I hang my head in my hands. “It’s not that easy.”

“It can be. He’s made it pretty clear where he stands, but he’s waiting for you, and he doesn’t get to make the choice this time.”

He doesn’t get to make the choice this time.

Hours after Thea and Kate leave, I pull his dress shirt from under my pillow, the one he left behind last week, and I bury my face in it like I have every night.

I slide my arms through the sleeves, draping it over my satin pajama set, and stare at my reflection in the mirror. The fabric of his shirt touches my skin, and tears well in my eyes because I’m craving his touch so desperately.

Memories of this same feeling haunt me.

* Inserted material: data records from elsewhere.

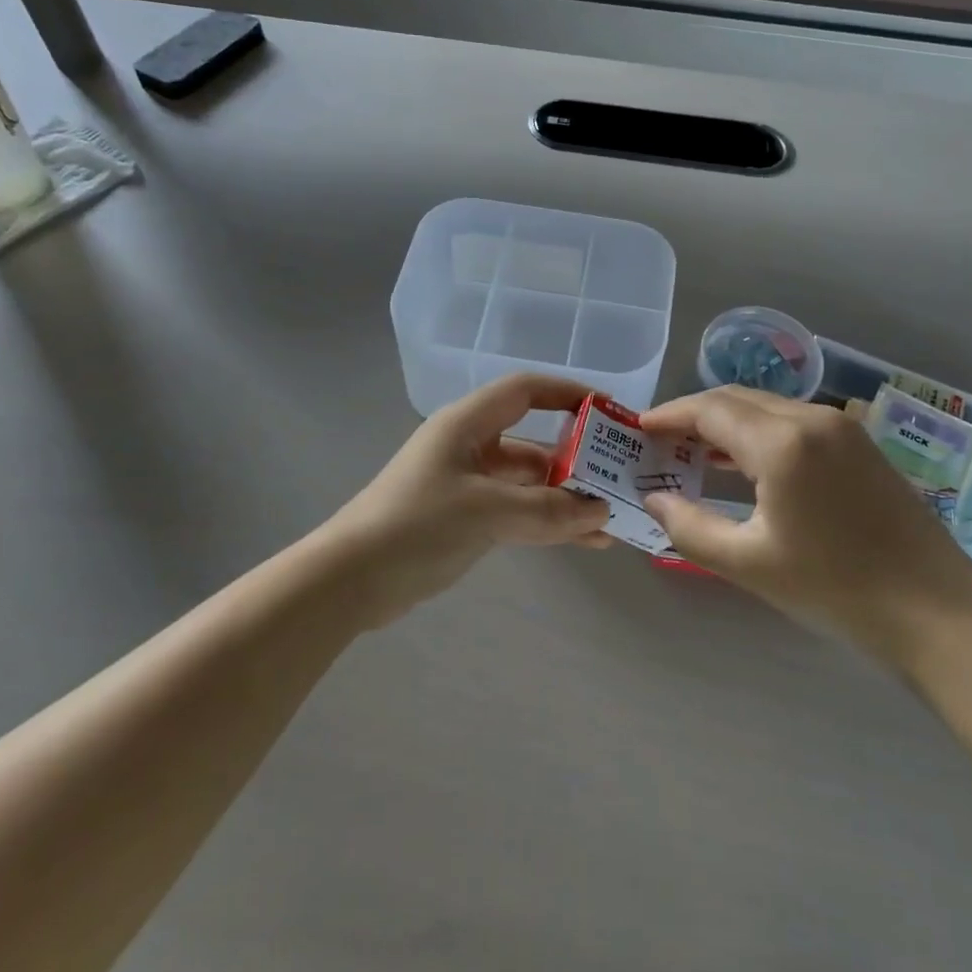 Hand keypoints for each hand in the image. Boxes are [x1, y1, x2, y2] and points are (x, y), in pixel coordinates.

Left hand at [319, 374, 610, 623]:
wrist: (350, 580)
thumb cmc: (417, 526)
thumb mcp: (487, 512)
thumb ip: (547, 511)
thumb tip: (600, 511)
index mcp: (467, 424)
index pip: (526, 391)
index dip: (569, 394)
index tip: (610, 412)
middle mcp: (469, 446)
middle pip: (533, 441)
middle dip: (577, 458)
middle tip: (620, 477)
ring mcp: (467, 484)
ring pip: (528, 482)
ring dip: (566, 498)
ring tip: (611, 519)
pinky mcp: (464, 518)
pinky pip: (516, 510)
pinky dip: (546, 521)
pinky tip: (583, 540)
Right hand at [637, 387, 971, 666]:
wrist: (938, 611)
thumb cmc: (837, 588)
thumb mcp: (749, 564)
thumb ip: (690, 527)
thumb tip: (654, 499)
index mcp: (782, 441)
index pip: (710, 409)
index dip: (669, 415)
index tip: (639, 429)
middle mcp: (812, 418)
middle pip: (737, 399)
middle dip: (693, 415)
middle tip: (660, 442)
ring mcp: (841, 428)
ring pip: (766, 408)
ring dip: (726, 423)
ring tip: (692, 452)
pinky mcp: (859, 444)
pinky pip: (792, 422)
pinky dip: (757, 433)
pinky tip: (742, 464) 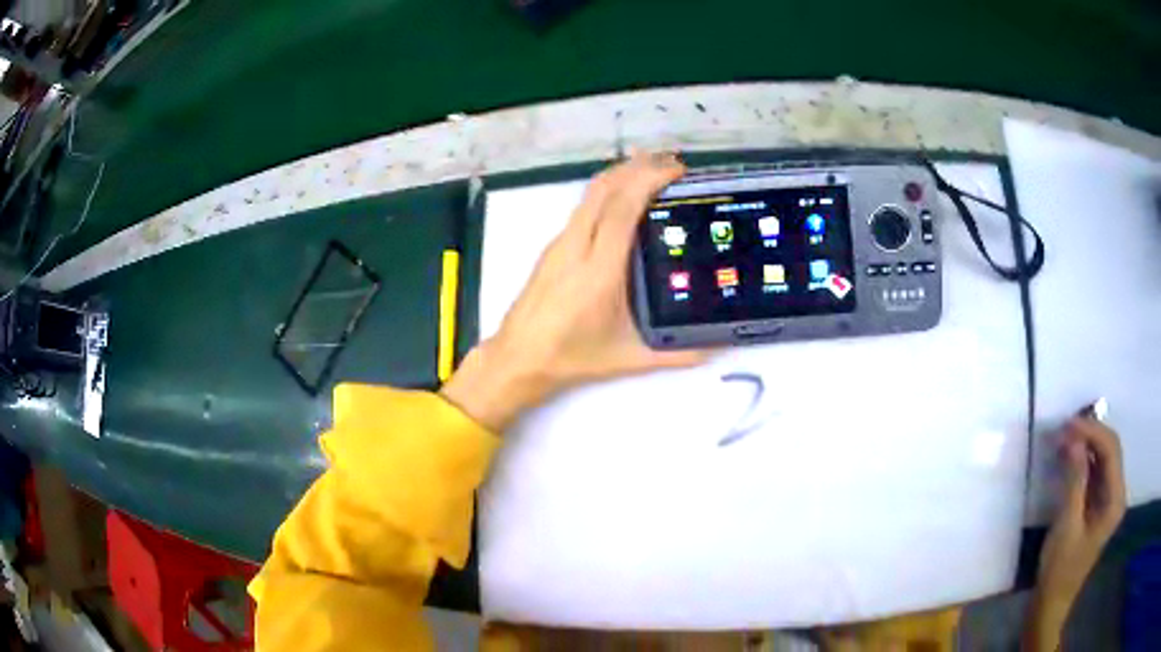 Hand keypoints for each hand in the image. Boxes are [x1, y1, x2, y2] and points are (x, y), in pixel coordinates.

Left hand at [442, 152, 707, 431]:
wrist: (518, 357)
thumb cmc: (571, 356)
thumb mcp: (627, 358)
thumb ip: (674, 355)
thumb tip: (712, 351)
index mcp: (599, 270)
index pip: (623, 209)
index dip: (649, 181)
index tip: (676, 171)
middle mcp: (576, 246)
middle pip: (604, 188)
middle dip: (638, 167)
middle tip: (671, 164)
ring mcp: (560, 243)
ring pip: (590, 194)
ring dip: (621, 175)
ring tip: (651, 171)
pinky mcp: (553, 247)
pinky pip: (583, 207)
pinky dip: (607, 192)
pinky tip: (624, 201)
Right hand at [1024, 411, 1126, 650]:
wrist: (1050, 605)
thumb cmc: (1059, 571)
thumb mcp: (1066, 526)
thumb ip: (1074, 481)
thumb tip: (1074, 440)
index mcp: (1115, 500)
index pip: (1111, 450)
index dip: (1092, 432)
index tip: (1068, 425)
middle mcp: (1117, 494)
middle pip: (1110, 450)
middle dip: (1089, 435)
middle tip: (1064, 429)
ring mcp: (1108, 500)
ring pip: (1103, 459)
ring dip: (1085, 446)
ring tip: (1064, 439)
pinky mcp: (1098, 506)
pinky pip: (1095, 473)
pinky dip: (1083, 461)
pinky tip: (1069, 458) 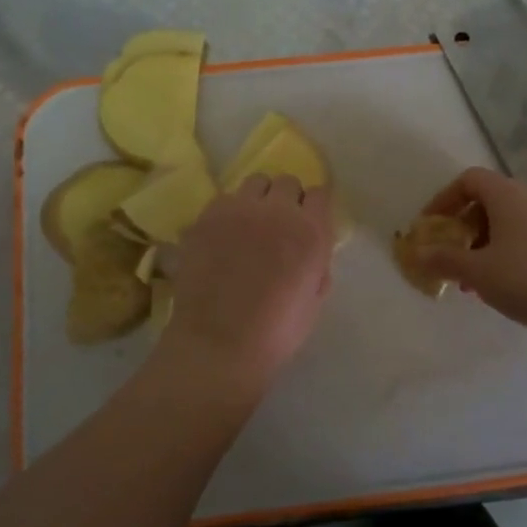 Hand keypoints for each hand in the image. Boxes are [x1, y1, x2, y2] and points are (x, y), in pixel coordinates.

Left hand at [166, 175, 334, 388]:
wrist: (218, 344)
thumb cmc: (275, 332)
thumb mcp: (313, 300)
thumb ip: (316, 265)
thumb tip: (310, 252)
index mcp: (311, 233)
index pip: (320, 193)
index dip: (313, 208)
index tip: (307, 222)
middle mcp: (278, 212)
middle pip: (287, 182)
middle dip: (286, 198)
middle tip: (278, 224)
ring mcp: (239, 211)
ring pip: (254, 182)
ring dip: (257, 199)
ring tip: (249, 223)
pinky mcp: (207, 217)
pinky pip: (224, 199)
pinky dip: (228, 211)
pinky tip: (222, 236)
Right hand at [416, 167, 526, 335]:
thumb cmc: (526, 279)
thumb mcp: (477, 272)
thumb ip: (444, 259)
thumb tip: (418, 253)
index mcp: (508, 195)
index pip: (469, 180)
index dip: (444, 199)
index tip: (432, 226)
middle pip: (488, 200)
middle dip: (464, 227)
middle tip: (451, 255)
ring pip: (508, 221)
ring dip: (484, 243)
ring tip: (473, 278)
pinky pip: (526, 235)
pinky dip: (507, 250)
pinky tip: (503, 284) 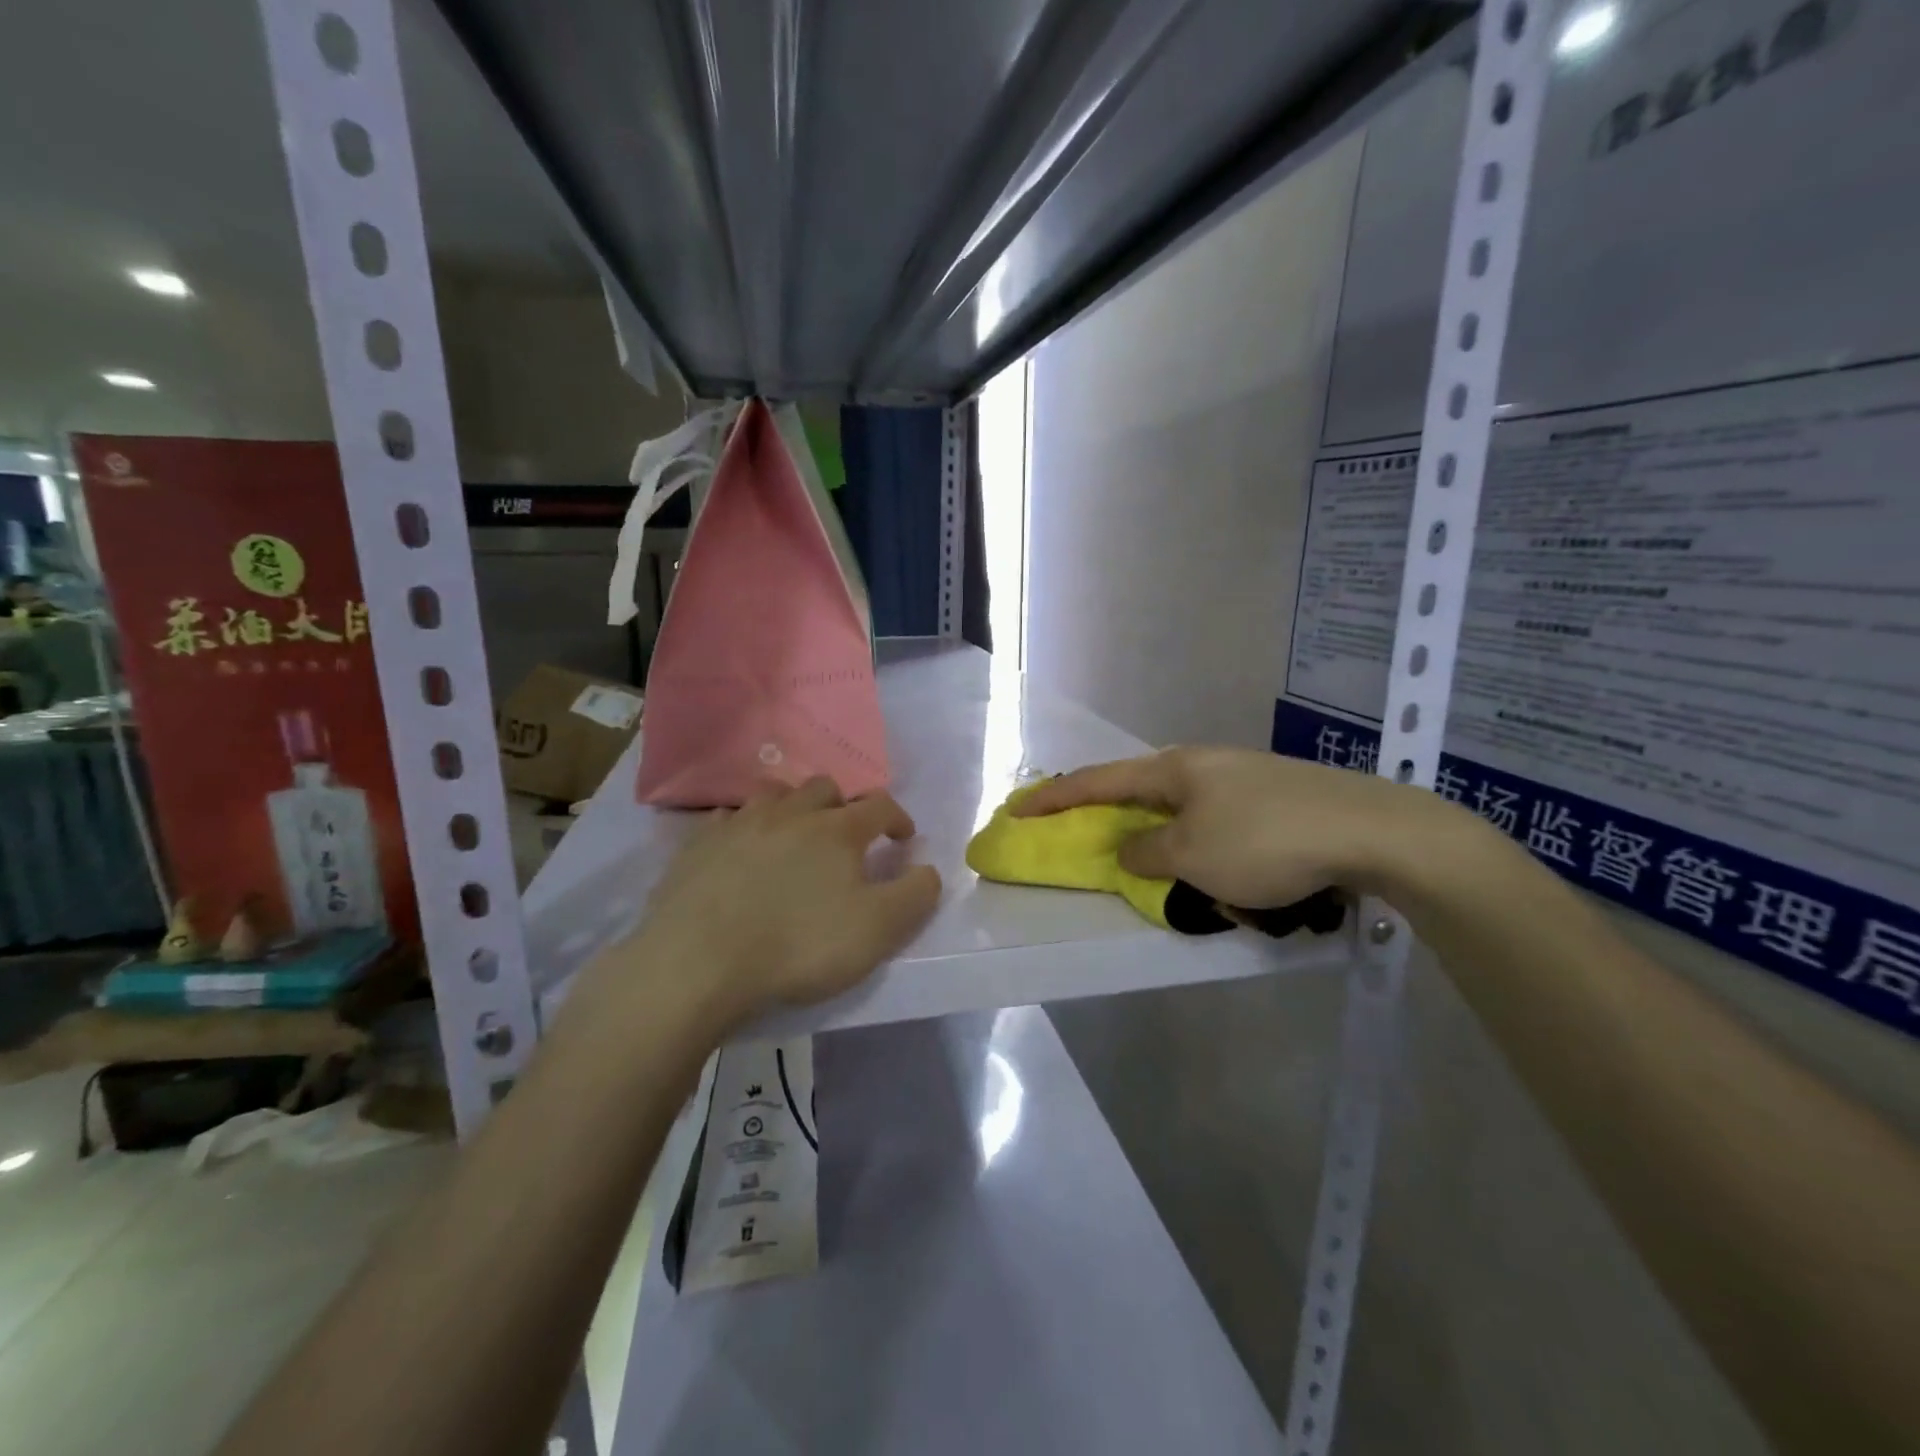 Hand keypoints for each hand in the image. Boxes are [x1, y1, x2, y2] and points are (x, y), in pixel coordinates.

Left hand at [628, 777, 940, 1025]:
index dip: (898, 818)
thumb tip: (928, 869)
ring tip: (795, 835)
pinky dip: (745, 828)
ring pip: (775, 794)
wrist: (699, 961)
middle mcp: (791, 813)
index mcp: (837, 830)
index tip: (904, 838)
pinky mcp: (699, 844)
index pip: (880, 805)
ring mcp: (740, 823)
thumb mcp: (877, 930)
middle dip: (844, 805)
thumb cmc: (799, 945)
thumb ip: (915, 895)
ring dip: (794, 808)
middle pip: (826, 788)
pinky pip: (728, 819)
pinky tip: (741, 850)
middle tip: (846, 836)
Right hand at [1012, 746, 1466, 908]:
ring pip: (1185, 809)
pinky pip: (1220, 822)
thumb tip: (1130, 849)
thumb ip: (1147, 853)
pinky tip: (1222, 870)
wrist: (1374, 830)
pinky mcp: (1277, 797)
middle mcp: (1204, 764)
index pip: (1099, 781)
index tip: (1019, 807)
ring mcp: (1244, 777)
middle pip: (1140, 789)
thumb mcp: (1192, 856)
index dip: (1055, 797)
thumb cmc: (1266, 841)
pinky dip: (1203, 844)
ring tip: (1164, 869)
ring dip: (1165, 837)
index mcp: (1175, 768)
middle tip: (1091, 838)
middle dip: (1112, 815) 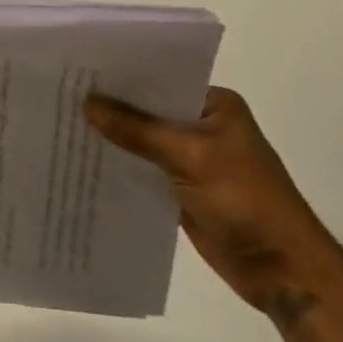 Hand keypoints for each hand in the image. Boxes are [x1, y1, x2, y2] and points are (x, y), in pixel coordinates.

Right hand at [86, 87, 342, 326]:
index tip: (78, 70)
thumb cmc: (245, 200)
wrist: (282, 271)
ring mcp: (191, 159)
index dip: (121, 77)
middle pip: (147, 111)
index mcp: (214, 105)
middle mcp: (202, 126)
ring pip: (142, 142)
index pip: (160, 80)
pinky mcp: (181, 190)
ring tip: (61, 125)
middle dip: (111, 108)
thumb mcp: (190, 156)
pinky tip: (83, 163)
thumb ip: (137, 130)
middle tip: (61, 95)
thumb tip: (87, 102)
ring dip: (112, 139)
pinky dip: (120, 168)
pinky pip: (143, 171) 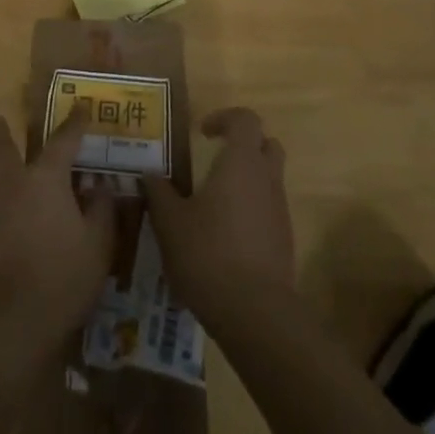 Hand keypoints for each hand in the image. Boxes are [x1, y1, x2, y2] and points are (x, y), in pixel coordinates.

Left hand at [0, 113, 115, 350]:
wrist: (9, 324)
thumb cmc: (61, 275)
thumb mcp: (98, 242)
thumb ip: (102, 208)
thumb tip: (99, 185)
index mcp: (45, 178)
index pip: (63, 140)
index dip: (75, 123)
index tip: (83, 106)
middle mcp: (15, 186)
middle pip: (5, 150)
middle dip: (3, 132)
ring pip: (3, 183)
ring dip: (12, 175)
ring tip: (28, 180)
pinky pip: (4, 213)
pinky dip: (15, 210)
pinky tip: (27, 226)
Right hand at [142, 107, 295, 328]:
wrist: (257, 315)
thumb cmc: (209, 254)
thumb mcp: (171, 223)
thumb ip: (159, 193)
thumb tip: (149, 174)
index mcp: (241, 162)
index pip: (245, 119)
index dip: (225, 118)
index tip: (202, 133)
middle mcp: (266, 179)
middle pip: (267, 145)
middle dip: (244, 146)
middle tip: (216, 159)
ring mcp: (280, 212)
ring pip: (269, 180)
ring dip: (247, 181)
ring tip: (215, 202)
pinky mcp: (285, 242)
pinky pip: (270, 211)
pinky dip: (252, 212)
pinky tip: (226, 237) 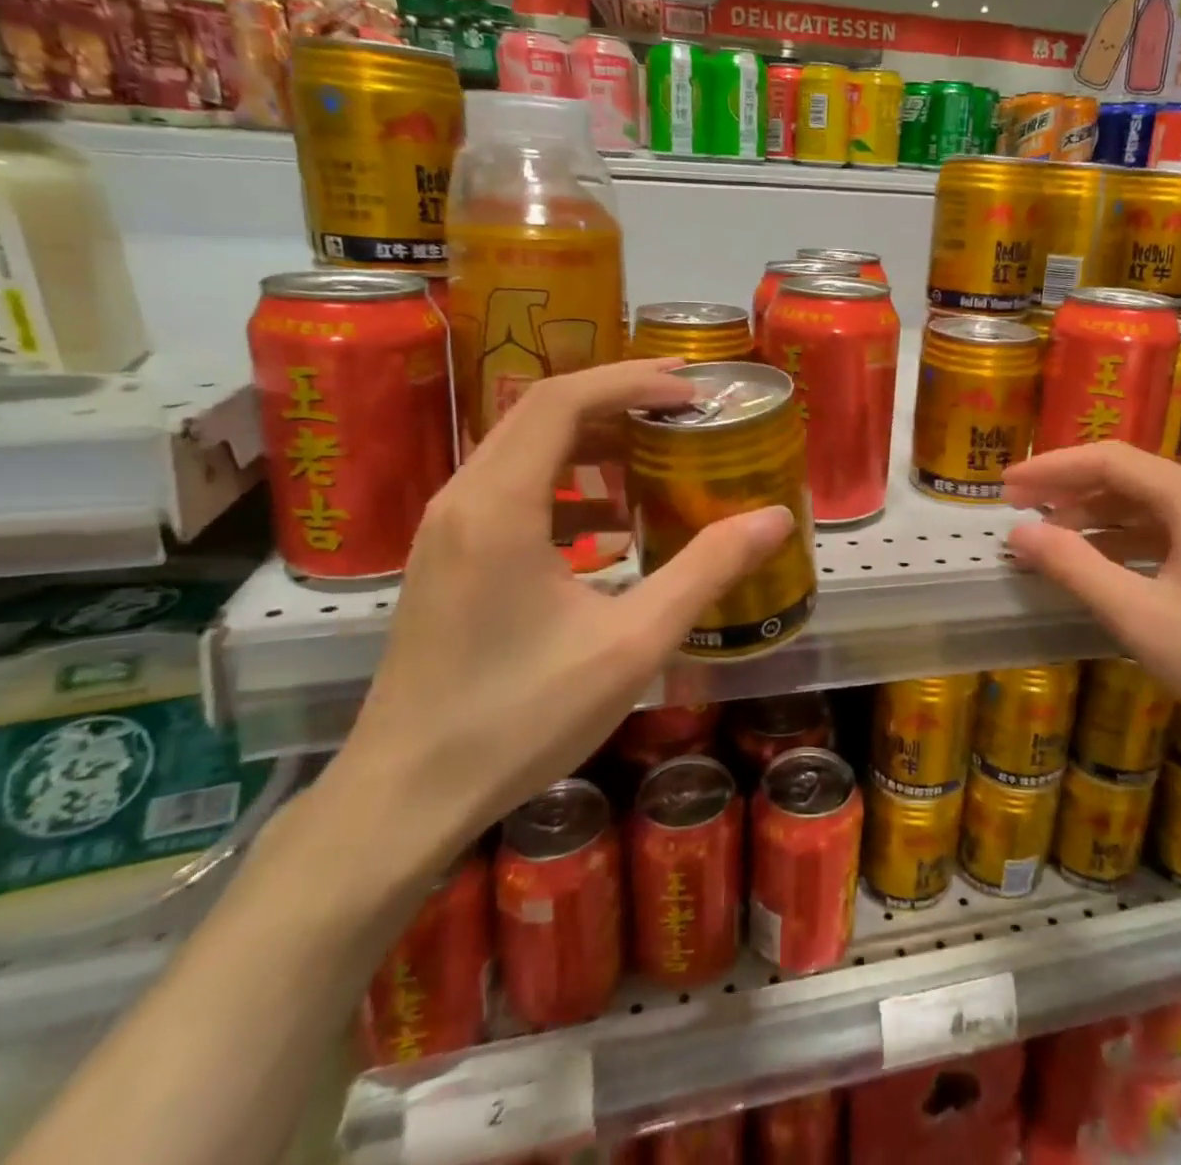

I drop to myknees, digging out my suitcase from under my bed. There’s only one thing inside when I open it.

A faded gray hoodie. More illegible than the day I received it because of the nights I cried myself to sleep in it.

The months that it went unwashed.

The panic attacks it endured.

I caress the rough fabric, remembering all the bad that it’s seen.